In a sense electronic loads are the antithesis of power supplies, i.e. they sink or absorb power while power supplies source power. In another sense they are very similar in the way they regulate constant voltage (CV) or constant current (CC). When used to load a DUT, which inevitably is some form of power source, conventional practice is to use CC loading for devices that are by nature voltage sources and conversely use CV loading for devices that are by nature current sources. However most all electronic loads also feature constant resistance (CR) operation as well. Many real-world loads are resistive by nature and hence it is often useful to test power sources meant to drive such devices with an electronic load operating in CR mode.

To understand how CC and CV modes work in an electronic load it is useful to first review a previous posting I wrote here, entitled “How Does a Power Supply Regulate It’s Output Voltage and Current?”. Again, the CC and CV modes are very similar in operation for both a power supply and an electronic load.

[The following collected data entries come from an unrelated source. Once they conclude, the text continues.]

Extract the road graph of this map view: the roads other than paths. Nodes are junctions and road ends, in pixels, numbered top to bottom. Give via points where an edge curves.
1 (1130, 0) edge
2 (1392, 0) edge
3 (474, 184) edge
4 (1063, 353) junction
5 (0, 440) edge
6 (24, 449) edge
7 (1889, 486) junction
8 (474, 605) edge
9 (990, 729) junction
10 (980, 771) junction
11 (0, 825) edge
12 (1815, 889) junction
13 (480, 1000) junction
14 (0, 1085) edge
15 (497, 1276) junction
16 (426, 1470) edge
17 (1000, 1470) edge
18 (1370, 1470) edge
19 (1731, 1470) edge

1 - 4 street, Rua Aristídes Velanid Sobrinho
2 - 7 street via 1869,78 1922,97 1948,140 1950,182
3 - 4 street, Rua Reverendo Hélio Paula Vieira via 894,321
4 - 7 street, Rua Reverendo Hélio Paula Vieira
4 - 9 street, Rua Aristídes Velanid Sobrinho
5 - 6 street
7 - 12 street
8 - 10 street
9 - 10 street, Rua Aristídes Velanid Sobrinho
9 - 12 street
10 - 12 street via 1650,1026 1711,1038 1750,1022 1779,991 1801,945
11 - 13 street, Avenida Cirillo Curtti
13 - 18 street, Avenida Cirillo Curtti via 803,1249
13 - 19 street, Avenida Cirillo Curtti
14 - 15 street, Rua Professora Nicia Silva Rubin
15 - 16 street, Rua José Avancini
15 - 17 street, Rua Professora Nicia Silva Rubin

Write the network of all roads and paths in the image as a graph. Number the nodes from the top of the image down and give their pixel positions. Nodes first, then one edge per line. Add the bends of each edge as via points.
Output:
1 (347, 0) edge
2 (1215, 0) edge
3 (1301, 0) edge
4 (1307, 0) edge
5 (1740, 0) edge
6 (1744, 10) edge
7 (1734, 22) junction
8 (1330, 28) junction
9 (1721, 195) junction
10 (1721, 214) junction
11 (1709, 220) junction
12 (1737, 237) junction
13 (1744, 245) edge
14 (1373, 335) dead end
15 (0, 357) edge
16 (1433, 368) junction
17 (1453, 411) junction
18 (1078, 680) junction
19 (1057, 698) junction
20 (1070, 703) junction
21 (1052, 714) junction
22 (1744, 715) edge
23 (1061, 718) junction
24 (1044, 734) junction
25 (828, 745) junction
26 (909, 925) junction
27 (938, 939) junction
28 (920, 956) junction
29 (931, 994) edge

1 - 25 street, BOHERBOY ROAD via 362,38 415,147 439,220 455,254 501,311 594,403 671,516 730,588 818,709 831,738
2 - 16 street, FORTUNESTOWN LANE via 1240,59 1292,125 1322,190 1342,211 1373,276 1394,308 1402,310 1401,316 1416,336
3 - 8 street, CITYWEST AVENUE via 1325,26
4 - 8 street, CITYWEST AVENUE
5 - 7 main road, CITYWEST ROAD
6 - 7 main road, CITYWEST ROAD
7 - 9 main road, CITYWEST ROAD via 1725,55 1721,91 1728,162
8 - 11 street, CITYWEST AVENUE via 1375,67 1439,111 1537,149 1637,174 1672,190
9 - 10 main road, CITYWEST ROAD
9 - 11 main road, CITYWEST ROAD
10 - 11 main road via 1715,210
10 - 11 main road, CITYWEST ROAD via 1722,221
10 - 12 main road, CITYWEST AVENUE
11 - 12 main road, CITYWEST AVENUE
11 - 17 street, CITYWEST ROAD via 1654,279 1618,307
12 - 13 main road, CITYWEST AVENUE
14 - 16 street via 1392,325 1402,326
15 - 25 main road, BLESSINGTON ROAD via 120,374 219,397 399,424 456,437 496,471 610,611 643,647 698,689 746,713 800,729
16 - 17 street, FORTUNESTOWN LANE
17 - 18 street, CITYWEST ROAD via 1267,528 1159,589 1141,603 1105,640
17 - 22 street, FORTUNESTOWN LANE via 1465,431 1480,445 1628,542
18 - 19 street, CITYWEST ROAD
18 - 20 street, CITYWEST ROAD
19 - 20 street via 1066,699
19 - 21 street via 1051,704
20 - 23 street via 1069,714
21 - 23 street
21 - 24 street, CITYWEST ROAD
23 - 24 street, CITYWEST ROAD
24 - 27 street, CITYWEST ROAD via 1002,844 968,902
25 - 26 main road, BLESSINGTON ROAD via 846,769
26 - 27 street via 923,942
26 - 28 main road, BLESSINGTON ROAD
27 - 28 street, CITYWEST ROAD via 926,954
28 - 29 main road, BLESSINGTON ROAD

An electronic load CC mode operation is depicted in Figure 1.

Figure 1: Electronic load circuit, constant current (CC) operation

The load, operating in CC mode, is loading the output of an external voltage source. The current amplifier is regulating the electronic load’s input current by comparing the voltage on the current shunt against a reference voltage, which in turn is regulating how hard to turn on the load FET. The corresponding I-V diagram for this CC mode operation is shown in Figure 2. The operating point is where the output voltage characteristic of the DUT voltage source characteristic intersects the input constant current load line of the electronic load.

Figure 2: Electronic load I-V diagram, constant current (CC) operation

CV mode is very similar to CC mode operation, as depicted in Figure 3.  However, instead of monitoring the input current with a shunt voltage, a voltage control amplifier compares the load’s input voltage, usually through a voltage divider, against a reference voltage. When the input voltage signal reaches the reference voltage value the voltage amplifier turns the load FET on as much as needed to clamp the voltage to the set level.

Figure 3: Electronic load circuit, constant voltage (CV) operation

A battery being charged is a real-world example of a CV load, charged typically by a constant current source. The corresponding I-V diagram for CV mode operation is depicted in figure 4.

Figure 4: Electronic load I-V diagram, constant voltage (CV) operation

But how does an electronic load’s CR mode work? This requires yet another configuration, as depicted in figure 5. While CC and CV modes compare current and voltage against a reference value, in CR mode the control amplifier compares the input voltage against the input current so that one is the ratio of the other, now regulating the input at a constant resistance value.  With current sensing at 1 V/A and voltage sensing at 0.2 V/V, the electronic load’s resulting  input resistance value is 5 ohms for its CR mode operation in Figure 5.

Figure 5: Electronic load circuit, constant resistance (CR) operation

An electronic load’s CR mode is well suited for loading a power source that is either a voltage or current source by nature. The corresponding I-V diagram for this CR mode for loading a voltage source is shown in Figure 6. Here the operating point is where the output voltage characteristic of the DUT voltage source intersects the input constant resistance characteristic of the load.

Figure 6: Electronic load I-V diagram, constant resistance (CR) operation

As we have seen here an electronic load is very similar in operation to a power supply in the way it regulates to maintain constant voltage or constant current at its input.  However many real-world loads exhibit other characteristics, with resistive being most prevalent. As a result most all electronic loads are alternately able to regulate their input to maintain a constant resistance value, in addition to constant voltage and constant current.